WORK REQUIRED: From the records beneath, determine how many lines contain "William" and report only that figure.
═══ SOURCE MATERIAL ═══
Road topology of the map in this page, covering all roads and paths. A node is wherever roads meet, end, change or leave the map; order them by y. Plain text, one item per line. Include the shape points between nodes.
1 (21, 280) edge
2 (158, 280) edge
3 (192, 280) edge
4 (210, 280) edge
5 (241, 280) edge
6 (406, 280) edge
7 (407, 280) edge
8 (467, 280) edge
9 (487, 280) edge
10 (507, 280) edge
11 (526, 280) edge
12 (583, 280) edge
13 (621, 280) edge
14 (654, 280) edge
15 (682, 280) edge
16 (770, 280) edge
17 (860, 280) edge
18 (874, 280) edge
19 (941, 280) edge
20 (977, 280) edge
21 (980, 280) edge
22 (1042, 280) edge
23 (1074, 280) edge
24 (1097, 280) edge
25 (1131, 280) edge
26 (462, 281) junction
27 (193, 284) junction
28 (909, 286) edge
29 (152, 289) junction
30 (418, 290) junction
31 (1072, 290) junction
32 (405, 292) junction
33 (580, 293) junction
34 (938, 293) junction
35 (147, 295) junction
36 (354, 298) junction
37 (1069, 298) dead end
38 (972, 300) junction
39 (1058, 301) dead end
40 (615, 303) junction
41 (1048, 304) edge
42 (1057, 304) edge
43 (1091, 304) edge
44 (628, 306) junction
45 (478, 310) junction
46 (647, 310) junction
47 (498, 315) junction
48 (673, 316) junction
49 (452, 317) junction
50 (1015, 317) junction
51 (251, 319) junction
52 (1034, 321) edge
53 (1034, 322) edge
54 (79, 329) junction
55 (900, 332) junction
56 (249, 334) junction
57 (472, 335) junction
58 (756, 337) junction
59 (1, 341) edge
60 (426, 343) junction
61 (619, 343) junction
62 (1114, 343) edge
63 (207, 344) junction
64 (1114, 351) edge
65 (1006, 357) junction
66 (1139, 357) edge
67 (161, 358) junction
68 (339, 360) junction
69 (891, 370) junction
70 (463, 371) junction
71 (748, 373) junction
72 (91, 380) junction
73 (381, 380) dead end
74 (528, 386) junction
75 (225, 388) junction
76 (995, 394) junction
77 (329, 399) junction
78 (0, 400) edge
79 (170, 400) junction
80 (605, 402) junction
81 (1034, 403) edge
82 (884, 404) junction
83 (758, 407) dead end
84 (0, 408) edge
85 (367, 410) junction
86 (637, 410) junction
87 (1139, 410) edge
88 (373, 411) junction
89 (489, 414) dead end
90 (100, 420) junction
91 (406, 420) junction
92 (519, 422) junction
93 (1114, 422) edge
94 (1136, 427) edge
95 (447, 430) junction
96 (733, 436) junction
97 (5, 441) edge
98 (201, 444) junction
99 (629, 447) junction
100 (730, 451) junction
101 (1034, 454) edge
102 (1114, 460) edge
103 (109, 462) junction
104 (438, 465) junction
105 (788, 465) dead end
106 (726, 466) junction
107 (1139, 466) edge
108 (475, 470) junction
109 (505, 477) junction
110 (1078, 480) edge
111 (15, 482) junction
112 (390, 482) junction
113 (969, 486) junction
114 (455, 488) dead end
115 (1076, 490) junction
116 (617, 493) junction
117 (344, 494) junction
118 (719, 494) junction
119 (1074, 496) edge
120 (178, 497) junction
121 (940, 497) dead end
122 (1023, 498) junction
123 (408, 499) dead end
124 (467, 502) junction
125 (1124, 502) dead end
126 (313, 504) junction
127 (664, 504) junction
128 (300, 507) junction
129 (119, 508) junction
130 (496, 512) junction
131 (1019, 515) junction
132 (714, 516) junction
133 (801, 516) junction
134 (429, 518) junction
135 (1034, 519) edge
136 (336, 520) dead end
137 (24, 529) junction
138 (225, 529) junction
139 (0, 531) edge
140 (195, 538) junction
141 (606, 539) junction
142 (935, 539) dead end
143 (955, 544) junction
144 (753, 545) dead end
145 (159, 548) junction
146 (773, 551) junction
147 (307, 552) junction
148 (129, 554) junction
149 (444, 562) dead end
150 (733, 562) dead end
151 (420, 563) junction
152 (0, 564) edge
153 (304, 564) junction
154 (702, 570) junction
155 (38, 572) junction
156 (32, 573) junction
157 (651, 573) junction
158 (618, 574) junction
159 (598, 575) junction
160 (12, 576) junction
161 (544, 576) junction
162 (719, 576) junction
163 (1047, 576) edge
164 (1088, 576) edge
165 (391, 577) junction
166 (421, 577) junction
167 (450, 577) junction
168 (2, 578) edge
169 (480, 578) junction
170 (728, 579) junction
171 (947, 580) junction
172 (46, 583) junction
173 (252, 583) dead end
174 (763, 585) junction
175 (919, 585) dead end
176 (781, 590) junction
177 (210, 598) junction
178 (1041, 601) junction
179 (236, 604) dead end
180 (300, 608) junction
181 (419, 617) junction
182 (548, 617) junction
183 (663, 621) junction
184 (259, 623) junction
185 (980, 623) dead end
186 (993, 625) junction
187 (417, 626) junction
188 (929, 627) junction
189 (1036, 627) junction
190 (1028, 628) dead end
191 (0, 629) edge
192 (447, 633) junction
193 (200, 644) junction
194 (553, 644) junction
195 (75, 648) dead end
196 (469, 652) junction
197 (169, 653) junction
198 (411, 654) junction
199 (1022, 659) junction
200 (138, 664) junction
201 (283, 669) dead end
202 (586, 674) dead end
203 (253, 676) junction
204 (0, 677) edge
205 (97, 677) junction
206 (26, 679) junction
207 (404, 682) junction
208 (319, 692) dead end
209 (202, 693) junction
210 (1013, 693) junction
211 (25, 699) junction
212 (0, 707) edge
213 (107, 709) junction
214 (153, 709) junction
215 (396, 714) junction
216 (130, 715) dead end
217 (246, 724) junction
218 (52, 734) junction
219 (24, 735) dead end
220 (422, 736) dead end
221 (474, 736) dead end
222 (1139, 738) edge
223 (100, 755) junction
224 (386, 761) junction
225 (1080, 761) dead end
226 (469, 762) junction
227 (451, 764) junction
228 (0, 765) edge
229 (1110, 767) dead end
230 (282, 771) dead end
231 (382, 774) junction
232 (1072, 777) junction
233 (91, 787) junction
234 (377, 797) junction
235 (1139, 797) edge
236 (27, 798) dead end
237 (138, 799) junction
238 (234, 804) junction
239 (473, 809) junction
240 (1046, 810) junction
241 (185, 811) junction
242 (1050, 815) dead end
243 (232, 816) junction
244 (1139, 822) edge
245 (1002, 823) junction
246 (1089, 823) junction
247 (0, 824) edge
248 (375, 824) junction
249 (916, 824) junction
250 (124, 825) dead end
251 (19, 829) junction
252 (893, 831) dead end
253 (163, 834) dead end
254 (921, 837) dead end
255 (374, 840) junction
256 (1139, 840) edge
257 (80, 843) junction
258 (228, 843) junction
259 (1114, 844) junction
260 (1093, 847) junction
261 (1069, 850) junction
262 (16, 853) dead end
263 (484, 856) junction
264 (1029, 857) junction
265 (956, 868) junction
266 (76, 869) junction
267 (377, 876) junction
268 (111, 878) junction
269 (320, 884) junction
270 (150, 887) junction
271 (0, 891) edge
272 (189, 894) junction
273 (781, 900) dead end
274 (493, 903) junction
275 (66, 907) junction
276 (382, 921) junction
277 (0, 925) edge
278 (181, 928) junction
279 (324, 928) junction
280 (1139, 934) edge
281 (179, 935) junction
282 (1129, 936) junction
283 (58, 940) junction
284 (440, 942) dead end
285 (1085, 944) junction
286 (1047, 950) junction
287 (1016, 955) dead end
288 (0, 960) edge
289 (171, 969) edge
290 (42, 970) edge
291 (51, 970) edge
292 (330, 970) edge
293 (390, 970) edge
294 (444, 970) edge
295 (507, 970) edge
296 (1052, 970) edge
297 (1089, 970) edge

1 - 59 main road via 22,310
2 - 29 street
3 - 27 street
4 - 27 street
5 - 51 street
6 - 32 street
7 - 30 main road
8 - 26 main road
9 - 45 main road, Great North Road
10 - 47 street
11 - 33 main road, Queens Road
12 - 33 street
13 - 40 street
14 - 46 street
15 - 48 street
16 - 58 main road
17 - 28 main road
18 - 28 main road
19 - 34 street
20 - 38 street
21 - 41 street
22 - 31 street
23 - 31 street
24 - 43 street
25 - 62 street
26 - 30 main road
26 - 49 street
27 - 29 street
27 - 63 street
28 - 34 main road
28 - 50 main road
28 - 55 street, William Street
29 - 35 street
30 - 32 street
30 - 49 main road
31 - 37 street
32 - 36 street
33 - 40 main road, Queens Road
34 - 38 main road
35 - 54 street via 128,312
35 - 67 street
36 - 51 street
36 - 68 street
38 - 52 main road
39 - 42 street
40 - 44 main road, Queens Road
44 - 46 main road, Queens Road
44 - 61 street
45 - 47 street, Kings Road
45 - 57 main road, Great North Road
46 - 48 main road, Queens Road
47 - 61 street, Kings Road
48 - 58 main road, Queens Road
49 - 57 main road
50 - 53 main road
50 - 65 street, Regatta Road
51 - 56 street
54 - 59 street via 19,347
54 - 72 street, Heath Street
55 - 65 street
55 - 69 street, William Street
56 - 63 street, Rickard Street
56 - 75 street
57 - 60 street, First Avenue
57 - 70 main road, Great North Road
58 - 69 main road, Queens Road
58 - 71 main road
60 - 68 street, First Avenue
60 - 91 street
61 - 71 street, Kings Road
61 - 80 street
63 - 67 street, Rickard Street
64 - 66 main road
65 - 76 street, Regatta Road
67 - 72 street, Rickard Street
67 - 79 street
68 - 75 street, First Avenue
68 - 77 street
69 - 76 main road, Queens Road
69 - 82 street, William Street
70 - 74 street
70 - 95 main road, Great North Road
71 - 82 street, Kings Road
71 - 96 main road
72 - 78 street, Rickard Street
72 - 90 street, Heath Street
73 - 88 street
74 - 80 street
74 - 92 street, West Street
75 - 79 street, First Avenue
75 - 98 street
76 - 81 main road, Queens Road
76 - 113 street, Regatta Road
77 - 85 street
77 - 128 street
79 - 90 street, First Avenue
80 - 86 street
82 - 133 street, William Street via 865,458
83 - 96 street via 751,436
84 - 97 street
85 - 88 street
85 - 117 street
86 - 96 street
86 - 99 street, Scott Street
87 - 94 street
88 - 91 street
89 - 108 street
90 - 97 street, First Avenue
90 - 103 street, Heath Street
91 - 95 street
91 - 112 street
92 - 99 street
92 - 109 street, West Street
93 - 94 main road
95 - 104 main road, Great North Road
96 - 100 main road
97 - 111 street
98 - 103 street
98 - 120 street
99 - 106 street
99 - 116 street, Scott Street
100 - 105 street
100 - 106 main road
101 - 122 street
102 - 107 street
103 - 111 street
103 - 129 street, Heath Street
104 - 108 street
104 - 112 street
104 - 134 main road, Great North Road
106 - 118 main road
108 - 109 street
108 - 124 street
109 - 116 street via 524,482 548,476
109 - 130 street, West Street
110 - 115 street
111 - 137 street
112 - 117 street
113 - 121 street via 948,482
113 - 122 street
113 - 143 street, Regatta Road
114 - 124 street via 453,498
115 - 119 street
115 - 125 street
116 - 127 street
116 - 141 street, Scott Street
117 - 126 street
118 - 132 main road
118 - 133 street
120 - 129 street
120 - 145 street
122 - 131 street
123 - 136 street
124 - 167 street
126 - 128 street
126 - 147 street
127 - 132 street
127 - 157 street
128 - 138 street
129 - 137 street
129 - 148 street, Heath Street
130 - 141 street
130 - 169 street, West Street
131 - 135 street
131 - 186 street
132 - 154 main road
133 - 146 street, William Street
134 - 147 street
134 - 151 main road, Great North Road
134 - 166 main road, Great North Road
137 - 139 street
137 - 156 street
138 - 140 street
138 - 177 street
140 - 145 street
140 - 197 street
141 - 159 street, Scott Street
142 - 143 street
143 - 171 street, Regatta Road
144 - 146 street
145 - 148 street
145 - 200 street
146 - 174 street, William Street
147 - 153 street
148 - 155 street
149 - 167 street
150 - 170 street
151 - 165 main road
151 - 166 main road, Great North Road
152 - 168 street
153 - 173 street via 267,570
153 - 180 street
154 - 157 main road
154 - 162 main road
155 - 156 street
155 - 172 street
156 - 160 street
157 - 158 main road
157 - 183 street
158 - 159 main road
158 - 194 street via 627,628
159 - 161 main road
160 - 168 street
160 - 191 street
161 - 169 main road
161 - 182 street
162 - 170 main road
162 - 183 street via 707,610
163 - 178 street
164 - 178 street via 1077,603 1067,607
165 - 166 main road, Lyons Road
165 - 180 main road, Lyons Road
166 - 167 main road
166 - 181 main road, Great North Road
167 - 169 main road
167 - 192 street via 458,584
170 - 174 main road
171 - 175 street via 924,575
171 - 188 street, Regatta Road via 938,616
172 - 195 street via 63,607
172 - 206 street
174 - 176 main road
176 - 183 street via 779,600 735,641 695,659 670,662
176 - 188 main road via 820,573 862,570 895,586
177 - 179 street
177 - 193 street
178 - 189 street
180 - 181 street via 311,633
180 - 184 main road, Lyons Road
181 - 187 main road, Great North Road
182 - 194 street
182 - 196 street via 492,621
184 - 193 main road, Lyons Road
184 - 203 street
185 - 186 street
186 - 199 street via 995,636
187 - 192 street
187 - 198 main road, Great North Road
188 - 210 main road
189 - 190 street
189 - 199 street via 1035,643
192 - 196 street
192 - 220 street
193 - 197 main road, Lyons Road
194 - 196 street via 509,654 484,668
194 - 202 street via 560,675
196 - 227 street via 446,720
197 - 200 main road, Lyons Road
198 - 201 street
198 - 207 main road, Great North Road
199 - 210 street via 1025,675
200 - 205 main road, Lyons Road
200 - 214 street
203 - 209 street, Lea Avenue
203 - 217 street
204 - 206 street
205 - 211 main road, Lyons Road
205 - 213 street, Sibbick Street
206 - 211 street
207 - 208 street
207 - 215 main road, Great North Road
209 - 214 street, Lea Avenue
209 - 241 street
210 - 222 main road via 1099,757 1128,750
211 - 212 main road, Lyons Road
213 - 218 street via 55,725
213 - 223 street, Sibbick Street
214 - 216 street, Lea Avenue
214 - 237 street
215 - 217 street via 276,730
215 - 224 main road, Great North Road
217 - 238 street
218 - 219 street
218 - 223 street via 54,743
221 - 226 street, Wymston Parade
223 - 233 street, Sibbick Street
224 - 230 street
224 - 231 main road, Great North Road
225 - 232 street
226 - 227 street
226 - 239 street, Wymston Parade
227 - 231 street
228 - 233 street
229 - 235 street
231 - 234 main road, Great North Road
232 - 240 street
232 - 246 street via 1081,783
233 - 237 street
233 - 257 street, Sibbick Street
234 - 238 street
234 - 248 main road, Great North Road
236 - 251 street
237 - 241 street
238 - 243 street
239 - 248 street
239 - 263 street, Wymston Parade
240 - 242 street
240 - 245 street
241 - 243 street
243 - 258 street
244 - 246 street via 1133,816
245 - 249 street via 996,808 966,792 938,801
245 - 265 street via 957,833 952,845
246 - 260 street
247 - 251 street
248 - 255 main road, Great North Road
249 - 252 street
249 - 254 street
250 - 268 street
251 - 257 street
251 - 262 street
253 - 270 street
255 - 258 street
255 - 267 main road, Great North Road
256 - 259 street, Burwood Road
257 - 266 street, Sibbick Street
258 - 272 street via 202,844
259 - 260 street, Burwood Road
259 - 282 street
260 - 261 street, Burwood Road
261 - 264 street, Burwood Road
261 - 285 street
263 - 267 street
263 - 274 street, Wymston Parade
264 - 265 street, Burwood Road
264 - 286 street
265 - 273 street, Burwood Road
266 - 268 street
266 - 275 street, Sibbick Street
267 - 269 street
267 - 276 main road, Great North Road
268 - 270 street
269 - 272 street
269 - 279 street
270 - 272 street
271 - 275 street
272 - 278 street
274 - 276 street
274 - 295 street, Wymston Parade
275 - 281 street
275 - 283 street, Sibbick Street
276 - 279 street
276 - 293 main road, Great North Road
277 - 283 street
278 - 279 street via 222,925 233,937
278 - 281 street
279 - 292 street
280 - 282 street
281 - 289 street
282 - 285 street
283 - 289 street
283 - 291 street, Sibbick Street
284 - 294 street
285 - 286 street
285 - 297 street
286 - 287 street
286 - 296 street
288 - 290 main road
═══
ANSWER TO THE PROBLEM: 6